The other cartoon is Walt Disney's animation, Fantasia (1940). In the prehistoric sequence that accompanies a drastically edited version of The Rite of Spring, there's an evolutionary episode. It starts with a ballet of undersea primal blobs. One of the blobs takes shape, and embarks on a journey, left to right and upwards, during which it mutates into more complex life forms – tadpole, fish, amphibian – finally surfacing as a primitive terrestrial quadruped.
These cartoons are certainly vivid and also (as it happens) highly misleading images of Darwin's theory. But they're not exactly art. And if 150 years after the On the Origin of Species there aren't any obvious examples of Darwinian art, you might suppose that there simply aren't any at all. So go to the new exhibition at the Fitzwilliam Museum in Cambridge, and think completely again.
Endless Forms: Charles Darwin, Natural Science and the Visual Arts is the most important and interesting of this year's anniversary exhibitions. It makes its revisionist case forcefully and sweepingly. From now on, Darwinian art will be a field of research and gradually a cliché. True, it would be odd if one of the intellectual revolutions of the 19th century had had no visible impact in its visual art, especially since it concerned things – nature, the human body – in which art had a long interest. But you weren't expecting to find, I guess, Degas, Monet, Cézanne, even Gauguin in this story?
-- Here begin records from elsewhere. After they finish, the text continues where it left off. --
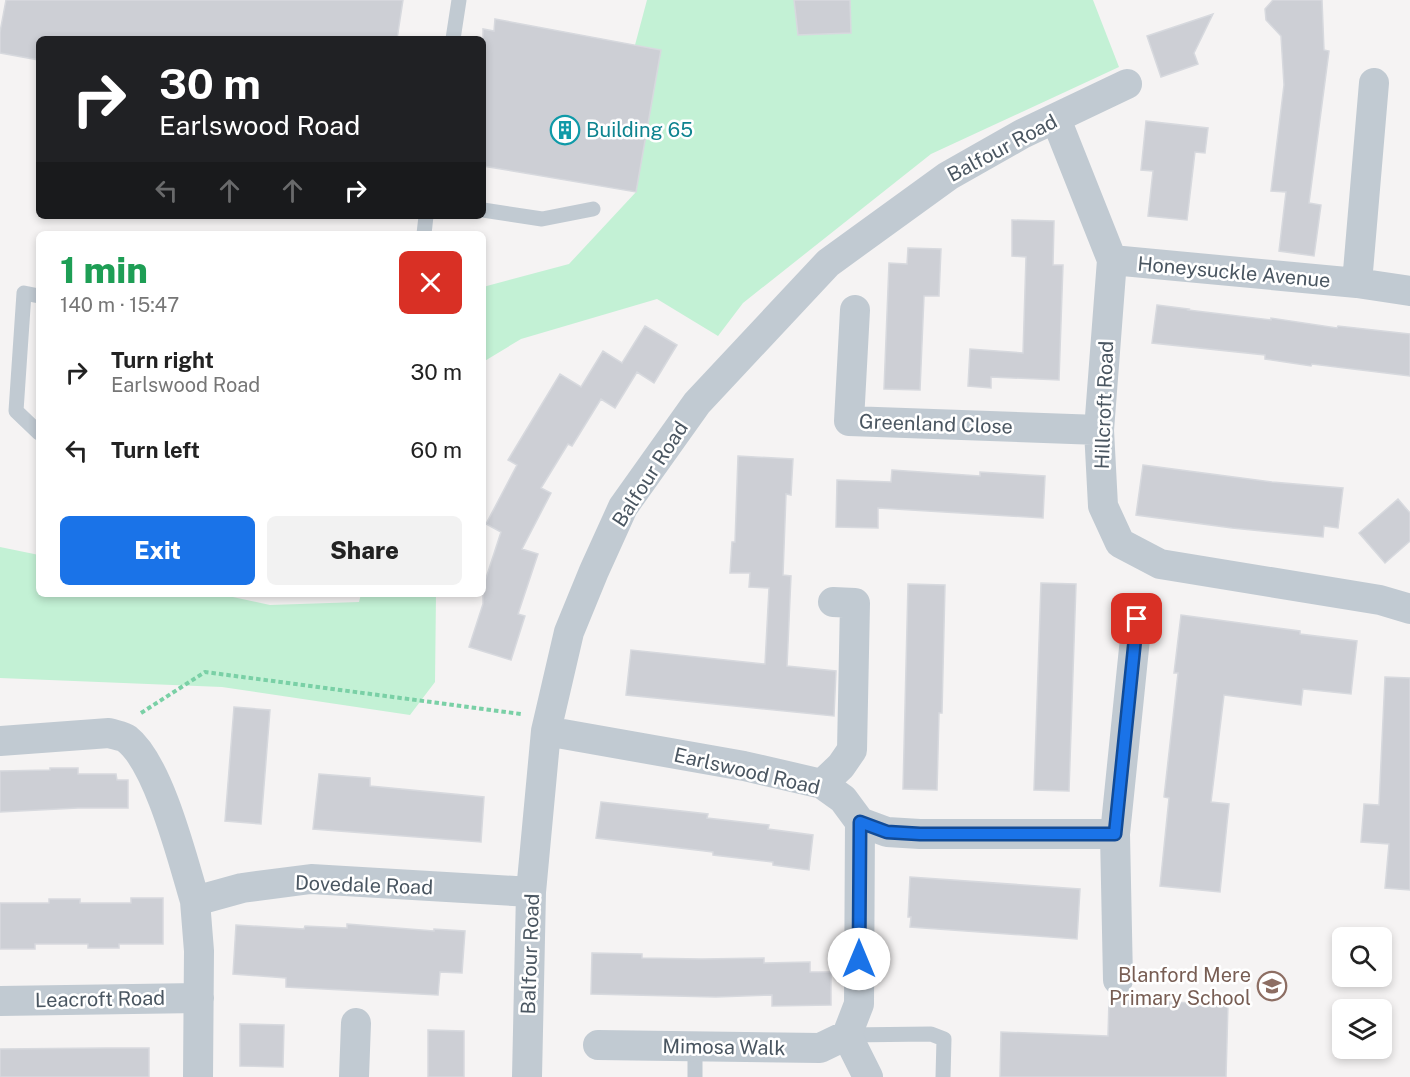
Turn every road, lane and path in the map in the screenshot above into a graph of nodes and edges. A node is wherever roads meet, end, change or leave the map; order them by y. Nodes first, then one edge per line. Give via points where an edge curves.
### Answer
1 (459, 0) edge
2 (453, 36) edge
3 (1374, 83) dead end
4 (1127, 84) dead end
5 (1056, 119) junction
6 (486, 210) edge
7 (593, 210) dead end
8 (1112, 260) junction
9 (1357, 284) junction
10 (1410, 291) edge
11 (36, 295) edge
12 (855, 310) dead end
13 (36, 430) edge
14 (1099, 430) junction
15 (833, 602) dead end
16 (1410, 609) edge
17 (1137, 619) dead end
18 (547, 725) junction
19 (109, 733) junction
20 (0, 741) edge
21 (822, 784) junction
22 (860, 822) junction
23 (1115, 834) junction
24 (531, 892) junction
25 (195, 901) junction
26 (1118, 980) dead end
27 (199, 998) junction
28 (0, 1001) edge
29 (356, 1023) dead end
30 (847, 1035) junction
31 (598, 1046) dead end
32 (695, 1047) junction
33 (198, 1077) edge
34 (354, 1077) edge
35 (527, 1077) edge
36 (695, 1077) edge
37 (868, 1077) edge
38 (943, 1077) edge

1 - 2 lane
3 - 9 street, Honeysuckle Avenue
4 - 5 street, Balfour Road
5 - 8 street, Hillcroft Road
5 - 18 street, Balfour Road via 948,176 828,263 697,403 623,507 613,528 569,632
6 - 7 lane via 542,219
8 - 9 street, Honeysuckle Avenue
8 - 14 street, Hillcroft Road
9 - 10 street, Honeysuckle Avenue
11 - 13 lane via 24,293 16,411
12 - 14 street, Greenland Close via 849,421
14 - 16 street, Hillcroft Road via 1103,506 1120,543 1160,564 1380,600
15 - 21 street via 855,603 852,750
17 - 23 street
18 - 19 path via 205,672
18 - 21 street, Earlswood Road
18 - 24 street, Balfour Road
19 - 20 street
19 - 25 street via 126,738 162,795
21 - 22 street, Earlswood Road via 843,799
22 - 23 street via 887,832 920,834
22 - 30 street via 859,1004
23 - 26 street
24 - 25 street, Dovedale Road via 311,879 242,888
24 - 35 street, Balfour Road
25 - 27 street
27 - 28 street, Leacroft Road
27 - 33 street
29 - 34 street
30 - 32 street, Mimosa Walk via 820,1048
30 - 37 street
30 - 38 lane via 931,1034 944,1039
31 - 32 street, Mimosa Walk
32 - 36 lane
The show takes a good look around. It begins by showing how British visual culture was already hospitable to the Origins. There were intense geology paintings (by Turner and Ruskin, among others). There were entertaining dinosaur scenes, including Benjamin Waterhouse Hawkins's clumpy, cuddly Extinct Animals, and Robert Farren's An Earlier Dorset (great title) displaying a battle of lake-monsters, laid out with a Look and Learn clarity. The empiricist vein in British art leads to frequent near-overlaps with scientific observation. And even Darwin himself, a self-confessed philistine, can do you quite a pretty diagram.
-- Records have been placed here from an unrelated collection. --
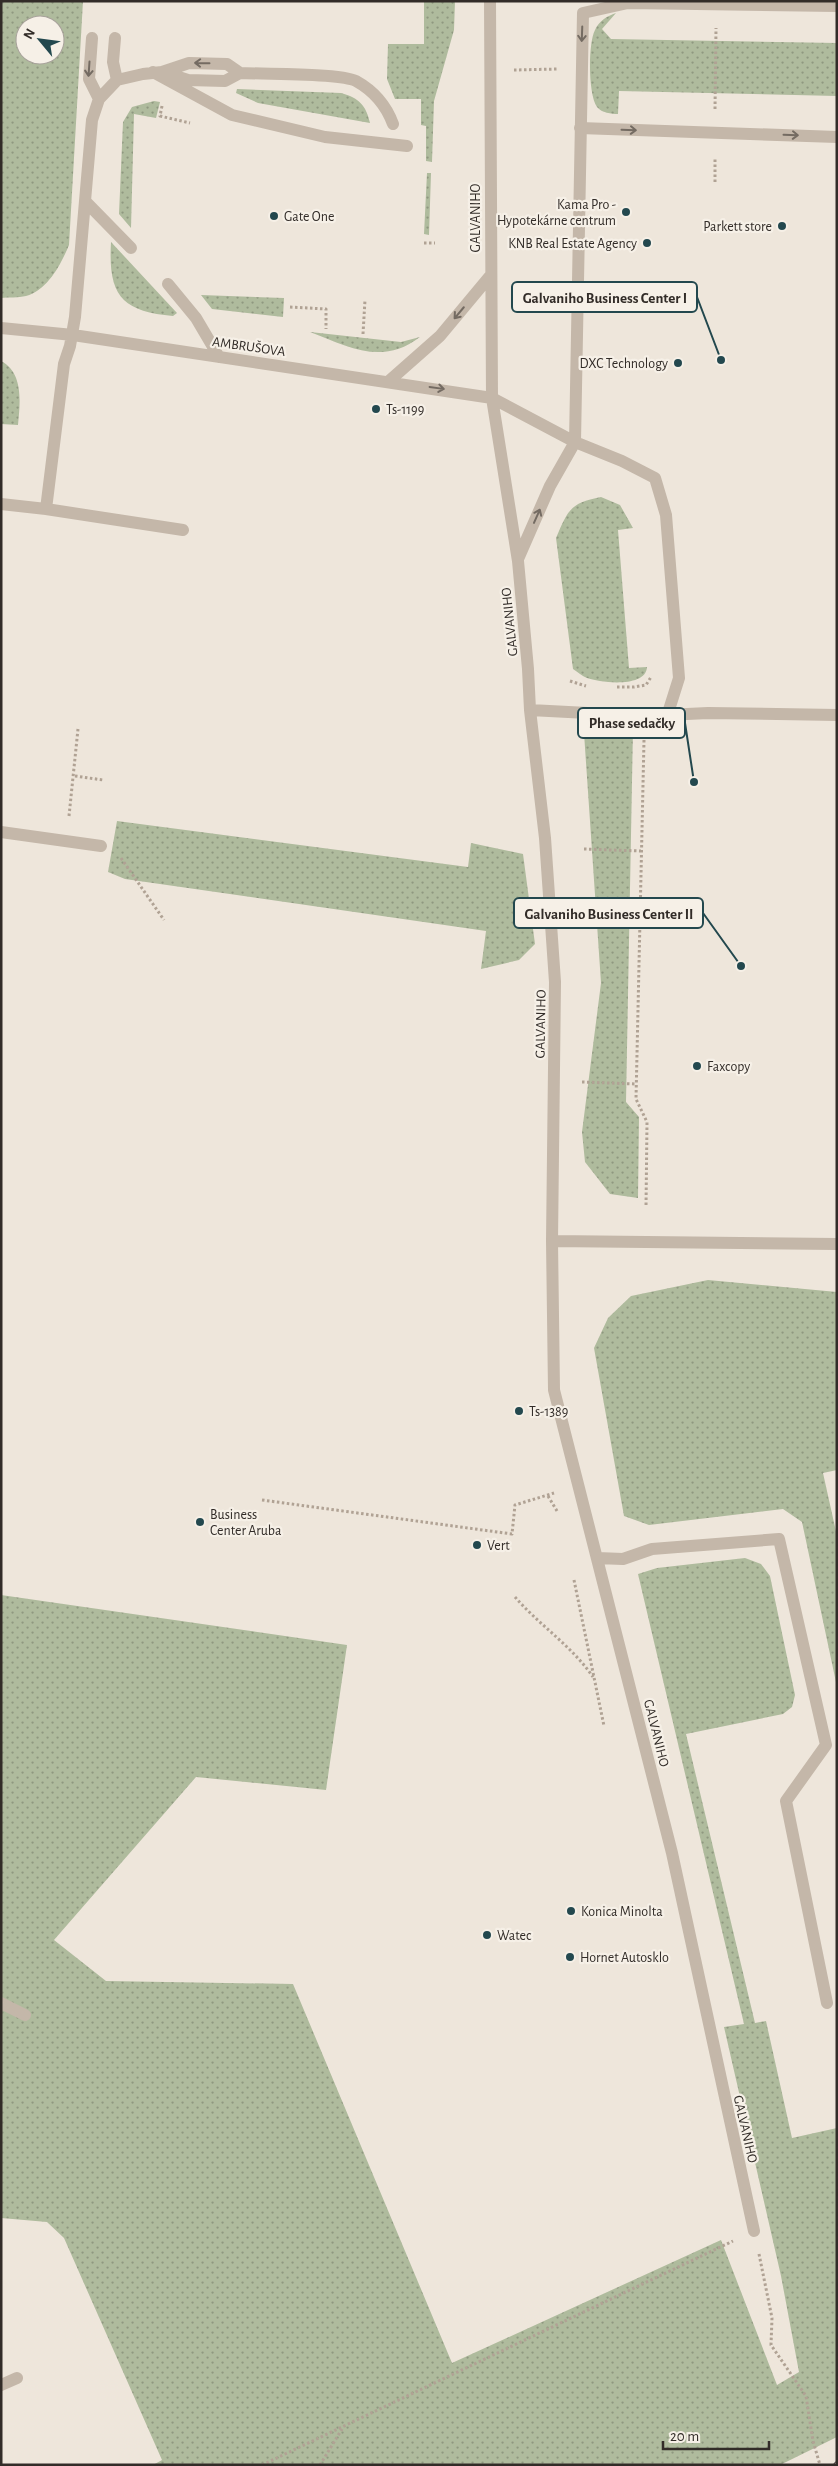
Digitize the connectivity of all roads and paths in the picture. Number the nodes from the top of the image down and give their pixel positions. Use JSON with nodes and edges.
{"nodes":[{"id":1,"x":490,"y":1,"type":"edge"},
{"id":2,"x":716,"y":4,"type":"junction"},
{"id":3,"x":837,"y":6,"type":"edge"},
{"id":4,"x":92,"y":38,"type":"dead end"},
{"id":5,"x":115,"y":38,"type":"dead end"},
{"id":6,"x":581,"y":68,"type":"junction"},
{"id":7,"x":511,"y":70,"type":"dead end"},
{"id":8,"x":157,"y":72,"type":"junction"},
{"id":9,"x":116,"y":80,"type":"junction"},
{"id":10,"x":99,"y":99,"type":"junction"},
{"id":11,"x":160,"y":116,"type":"dead end"},
{"id":12,"x":715,"y":117,"type":"dead end"},
{"id":13,"x":197,"y":124,"type":"dead end"},
{"id":14,"x":393,"y":124,"type":"dead end"},
{"id":15,"x":580,"y":128,"type":"junction"},
{"id":16,"x":837,"y":137,"type":"edge"},
{"id":17,"x":407,"y":146,"type":"dead end"},
{"id":18,"x":715,"y":150,"type":"dead end"},
{"id":19,"x":714,"y":182,"type":"dead end"},
{"id":20,"x":85,"y":201,"type":"junction"},
{"id":21,"x":424,"y":243,"type":"dead end"},
{"id":22,"x":436,"y":243,"type":"dead end"},
{"id":23,"x":131,"y":248,"type":"dead end"},
{"id":24,"x":490,"y":276,"type":"junction"},
{"id":25,"x":168,"y":284,"type":"dead end"},
{"id":26,"x":601,"y":288,"type":"dead end"},
{"id":27,"x":666,"y":288,"type":"dead end"},
{"id":28,"x":365,"y":300,"type":"dead end"},
{"id":29,"x":290,"y":307,"type":"dead end"},
{"id":30,"x":1,"y":328,"type":"edge"},
{"id":31,"x":326,"y":329,"type":"dead end"},
{"id":32,"x":364,"y":334,"type":"dead end"},
{"id":33,"x":73,"y":335,"type":"junction"},
{"id":34,"x":219,"y":357,"type":"junction"},
{"id":35,"x":389,"y":381,"type":"junction"},
{"id":36,"x":492,"y":398,"type":"junction"},
{"id":37,"x":575,"y":442,"type":"junction"},
{"id":38,"x":1,"y":504,"type":"edge"},
{"id":39,"x":46,"y":509,"type":"junction"},
{"id":40,"x":183,"y":530,"type":"dead end"},
{"id":41,"x":518,"y":561,"type":"junction"},
{"id":42,"x":651,"y":677,"type":"dead end"},
{"id":43,"x":570,"y":681,"type":"dead end"},
{"id":44,"x":596,"y":686,"type":"dead end"},
{"id":45,"x":615,"y":687,"type":"dead end"},
{"id":46,"x":530,"y":710,"type":"junction"},
{"id":47,"x":668,"y":713,"type":"junction"},
{"id":48,"x":837,"y":715,"type":"edge"},
{"id":49,"x":78,"y":729,"type":"dead end"},
{"id":50,"x":644,"y":734,"type":"dead end"},
{"id":51,"x":75,"y":776,"type":"junction"},
{"id":52,"x":103,"y":780,"type":"dead end"},
{"id":53,"x":1,"y":832,"type":"edge"},
{"id":54,"x":66,"y":841,"type":"junction"},
{"id":55,"x":101,"y":846,"type":"joint"},
{"id":56,"x":584,"y":849,"type":"dead end"},
{"id":57,"x":641,"y":851,"type":"junction"},
{"id":58,"x":164,"y":920,"type":"dead end"},
{"id":59,"x":582,"y":1082,"type":"dead end"},
{"id":60,"x":636,"y":1084,"type":"junction"},
{"id":61,"x":646,"y":1207,"type":"dead end"},
{"id":62,"x":552,"y":1241,"type":"junction"},
{"id":63,"x":837,"y":1244,"type":"edge"},
{"id":64,"x":578,"y":1485,"type":"junction"},
{"id":65,"x":548,"y":1496,"type":"dead end"},
{"id":66,"x":262,"y":1500,"type":"dead end"},
{"id":67,"x":559,"y":1518,"type":"dead end"},
{"id":68,"x":597,"y":1558,"type":"junction"},
{"id":69,"x":572,"y":1572,"type":"dead end"},
{"id":70,"x":515,"y":1597,"type":"dead end"},
{"id":71,"x":595,"y":1679,"type":"junction"},
{"id":72,"x":604,"y":1726,"type":"dead end"},
{"id":73,"x":1,"y":2003,"type":"edge"},
{"id":74,"x":827,"y":2003,"type":"dead end"},
{"id":75,"x":25,"y":2015,"type":"dead end"},
{"id":76,"x":754,"y":2232,"type":"junction"},
{"id":77,"x":17,"y":2378,"type":"dead end"},
{"id":78,"x":1,"y":2385,"type":"edge"},
{"id":79,"x":343,"y":2428,"type":"junction"},
{"id":80,"x":262,"y":2465,"type":"edge"},
{"id":81,"x":320,"y":2465,"type":"edge"},
{"id":82,"x":820,"y":2465,"type":"edge"}],
"edges":[{"from":1,"to":24,"type":"lane","name":"GALVANIHO"},
{"from":2,"to":3,"type":"lane"},
{"from":2,"to":6,"type":"lane","one_way":true},
{"from":2,"to":12,"type":"path"},
{"from":4,"to":10,"type":"lane","one_way":true},
{"from":5,"to":9,"type":"lane"},
{"from":6,"to":7,"type":"path"},
{"from":6,"to":15,"type":"lane"},
{"from":8,"to":9,"type":"lane"},
{"from":8,"to":14,"type":"lane"},
{"from":8,"to":17,"type":"lane"},
{"from":9,"to":10,"type":"lane"},
{"from":10,"to":20,"type":"lane"},
{"from":11,"to":13,"type":"path"},
{"from":15,"to":16,"type":"lane","one_way":true},
{"from":15,"to":37,"type":"lane"},
{"from":18,"to":19,"type":"path"},
{"from":20,"to":23,"type":"lane"},
{"from":20,"to":33,"type":"lane"},
{"from":21,"to":22,"type":"path"},
{"from":24,"to":35,"type":"lane","one_way":true},
{"from":24,"to":36,"type":"lane","name":"GALVANIHO"},
{"from":25,"to":34,"type":"lane"},
{"from":26,"to":27,"type":"path"},
{"from":28,"to":32,"type":"path"},
{"from":29,"to":31,"type":"path"},
{"from":30,"to":33,"type":"lane","name":"AMBRUŠOVA"},
{"from":33,"to":34,"type":"lane","name":"AMBRUŠOVA"},
{"from":33,"to":39,"type":"lane"},
{"from":34,"to":35,"type":"lane","name":"AMBRUŠOVA"},
{"from":35,"to":36,"type":"lane","name":"AMBRUŠOVA","one_way":true},
{"from":36,"to":37,"type":"lane","name":"AMBRUŠOVA"},
{"from":36,"to":41,"type":"lane","name":"GALVANIHO"},
{"from":41,"to":37,"type":"lane","one_way":true},
{"from":37,"to":47,"type":"lane","name":"AMBRUŠOVA"},
{"from":38,"to":39,"type":"lane"},
{"from":39,"to":40,"type":"lane"},
{"from":41,"to":46,"type":"lane","name":"GALVANIHO"},
{"from":42,"to":45,"type":"path"},
{"from":43,"to":44,"type":"path"},
{"from":46,"to":47,"type":"lane"},
{"from":46,"to":62,"type":"lane","name":"GALVANIHO"},
{"from":47,"to":48,"type":"lane"},
{"from":49,"to":51,"type":"path"},
{"from":50,"to":57,"type":"path"},
{"from":51,"to":52,"type":"path"},
{"from":51,"to":54,"type":"path"},
{"from":53,"to":54,"type":"lane"},
{"from":54,"to":55,"type":"lane"},
{"from":55,"to":58,"type":"path"},
{"from":56,"to":57,"type":"path"},
{"from":57,"to":60,"type":"path"},
{"from":59,"to":60,"type":"path"},
{"from":60,"to":61,"type":"path"},
{"from":62,"to":63,"type":"lane"},
{"from":62,"to":64,"type":"lane","name":"GALVANIHO"},
{"from":64,"to":66,"type":"path"},
{"from":64,"to":68,"type":"lane","name":"GALVANIHO"},
{"from":65,"to":67,"type":"path"},
{"from":68,"to":74,"type":"lane"},
{"from":68,"to":76,"type":"lane","name":"GALVANIHO"},
{"from":69,"to":71,"type":"path"},
{"from":70,"to":71,"type":"path"},
{"from":71,"to":72,"type":"path"},
{"from":73,"to":75,"type":"lane"},
{"from":76,"to":79,"type":"path"},
{"from":76,"to":82,"type":"path"},
{"from":77,"to":78,"type":"lane"},
{"from":79,"to":80,"type":"path"},
{"from":79,"to":81,"type":"path"}]}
And then we're on to the wide repertoire of Darwinian themes, and the ways they feature in visual art. The struggle for existence, the adaptation of forms, mutation of species, links between animals and humans, facial expression, the lives of monkeys and apes, cavemen and tribesmen, sexual attraction and selection...
The argument proceeds quite straightforwardly, even though the pictures sometimes still anticipate the texts. We meet the struggle for existence in Edwin Landseer's paintings of mortal combat among stags. We see it at a social level in human destitution as pictured by Luke Fildes and Hubert von Herkomer. And it's very striking to see these dark images of the victims of Victorian competitive capitalism, just across from Bruno Liljefors's Four Bird Studies, an image of nature's competitiveness in all its loveliness.
We then meet human-animal links, spelt out in Landseer's anthropomorphic portraits of dogs. (There's a bit too much Landseer.) And there is a clearly symbolic if clearly unhappy depiction of the whole business, in George Frederick Watts's Evolution. Humanity, a big mum, looks doomily ahead, as her babies squabble around her feet.
The missing links between Darwinism and art are sometimes a little tenuous. It's can be hard to isolate Darwinian themes from everything else. Hasn't art enjoyed a battle many times before? Hasn't it often been amused by the likenesses of humans and beasts? And as for an interest in sexual attraction, that hardly began in the Victorian age.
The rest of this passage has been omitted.